La fuerza de la energía masculina tiene un sentido en relación a la paz

En el aniversario de la bomba atómica es buen momento para conectarse con el hemisferio creativo, que es el que permite el salto dimensional, entrando en otros escenarios no conocidos.

El hemisferio lógico te permite ordenar lo conocido, pero no entrar en lo no conocido. Por eso, cuando estás en el hemisferio lógico tratas de no dejarte llevar y no escuchar a tus emociones, porque te llevan a lo no conocido.
Las reacciones emocionales no son lógicas, pero para reacciones lógicas ya tenemos las máquinas, con sus programas lógicos.

El ser humano, al quedarse liberado de la lógica, puede explorar todo ese territorio de la emoción y del agua, que es donde la mujer, o sea la energía femenina, es la auténtica experta y conocedora.
Hay una criba que hacer respecto a las emociones, ya que no todas son válidas. Hay emociones reactivas, pero las que interesan son las activas. La emoción es una vibración creadora, mientras que la lógica y la reactividad son emociones conservadoras.

Hasta hace poco, hasta el último tercio del siglo XX, se creía que la persona nacía con un número de neuronas, que después no se podían reproducir.
Pero en el último tercio, o quizá en el último cuarto del siglo XX, se ha comprobado que las neuronas se reproducen en momentos de gozo y beatitud, asociados a emociones gozosas, que necesitan la paz y la ausencia total de la defensa, que es lo que activa las emociones reactivas.

Eso es un dato más en favor de la paz, porque la paz es la sensación de no peligro, que también sucede en el nivel subconsciente e inconsciente. Es necesaria para la auténtica sensación de gozo, que es cuando el cuerpo se regenera totalmente, empezando por las neuronas, pero también activando las células madre.
Esa sensación de paz precisa de una activación de las neuronas espejo donde lo que aparece es esa paz.
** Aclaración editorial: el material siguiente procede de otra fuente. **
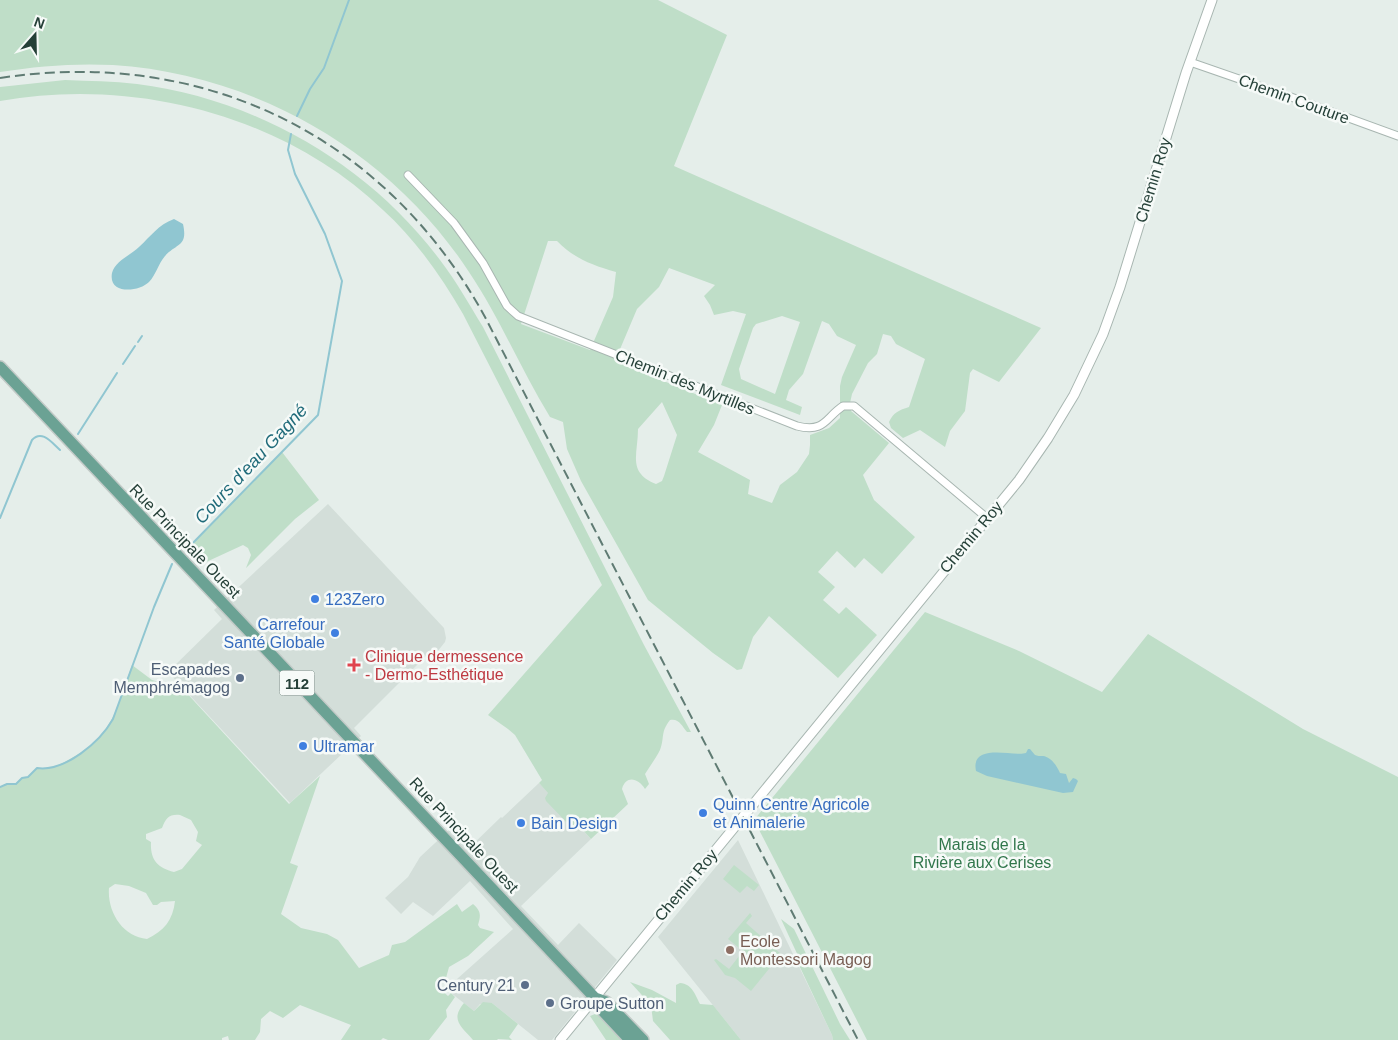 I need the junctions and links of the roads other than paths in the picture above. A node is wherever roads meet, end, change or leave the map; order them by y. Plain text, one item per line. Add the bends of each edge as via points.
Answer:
1 (1212, 0) edge
2 (1190, 62) junction
3 (1398, 136) edge
4 (408, 175) dead end
5 (0, 367) edge
6 (987, 518) junction
7 (595, 998) junction
8 (560, 1040) edge
9 (630, 1040) edge
10 (643, 1040) edge

1 - 2 street, Chemin Roy
2 - 3 street, Chemin Couture
2 - 6 street, Chemin Roy via 1120,287 1093,356 1048,438
4 - 6 street, Chemin des Myrtilles via 454,223 507,306 518,316 797,426 818,426 843,406 854,406
5 - 7 main road, Rue Principale Ouest / 112
6 - 7 street, Chemin Roy
7 - 8 street, Chemin Roy
7 - 9 main road, Rue Principale Ouest / 112
7 - 10 main road, Rue Principale Ouest / 112 via 606,1002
Si la prioridad es la paz, entonces también la fuerza de la energía masculina tiene un sentido, que ya no es ganar la guerra sino sostener la paz, pero no por la fuerza a través de la guerra.
Es diferente que el objetivo sea ganar la guerra a que el objetivo sea sostener la paz. La diferencia está en que, al sostener la fuerza, activas el hemisferio de la paz, donde está todo lo que conceptualmente llamamos energía femenina, que contiene sentir las necesidades de todas las personas y atenderlas.
Se trata de diferenciar entre enemigo, que reclama la fuerza de la guerra, y equivocado, que requiere diálogo.
El enemigo requiere ser vencido, para lo que recurres a cualquier arma, siendo todo válido, pero equivocación o discrepancia requiere palabras y búsqueda de soluciones.
Entonces, la fuerza también sirve como contención, y en casos extremos como bloqueo, por ejemplo, ante una enajenación. Ese es el juego de los hemisferios. Si te sitúas en un hemisferio creativo siempre hay una solución.
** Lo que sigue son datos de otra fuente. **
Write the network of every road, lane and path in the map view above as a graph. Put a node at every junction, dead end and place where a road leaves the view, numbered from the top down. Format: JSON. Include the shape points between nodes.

Una persona necesita sentirse fuerte. Por eso la relación con el cuerpo es necesaria. El cuerpo necesita ser alimentado adecuadamente, ejercicio adecuado, pero también ser escuchado como un maestro. El cuerpo, desde el punto de vista de la fuerza, sería la energía masculina.
Dos de los elementos fundamentales del cerebro masculino tienen que ver con más sinapsis en las áreas del cerebro donde se facilita la creación de músculos, y por tanto la fuerza muscular, y también las áreas del cerebro donde se activa la “agresividad”, como impulso para conseguir éxito, donde si desactivas la empatía, se convierte en éxito personal no empático, y entonces te da igual lo que le pasa a la gente.
Pero el cerebro de la paz es empático.

Por una parte la energía masculina necesita sentirse fuerte, pero también este momento requiere activar la empatía y situar su energía en la resolución de conflictos. De modo que cuanto más fuerte te sientes, mejor puedes resolver los conflictos, pero sin recurrir a las armas, que son el recurso del que no se siente tan fuerte como el otro, o sea del miedo.

Cuanto más miedo tienes, más miedo quieres producir. Pero cuanto más miedo quieres producir, más lejos estás de querer ser feliz.
El camino de la felicidad es el camino del amor, gracias a las neuronas espejo.
Si quieres ser feliz tienes que limpiar tus neuronas espejo y que todo lo que aparezca en esos espejos sea maravilloso. Entonces, estás en la maravilla.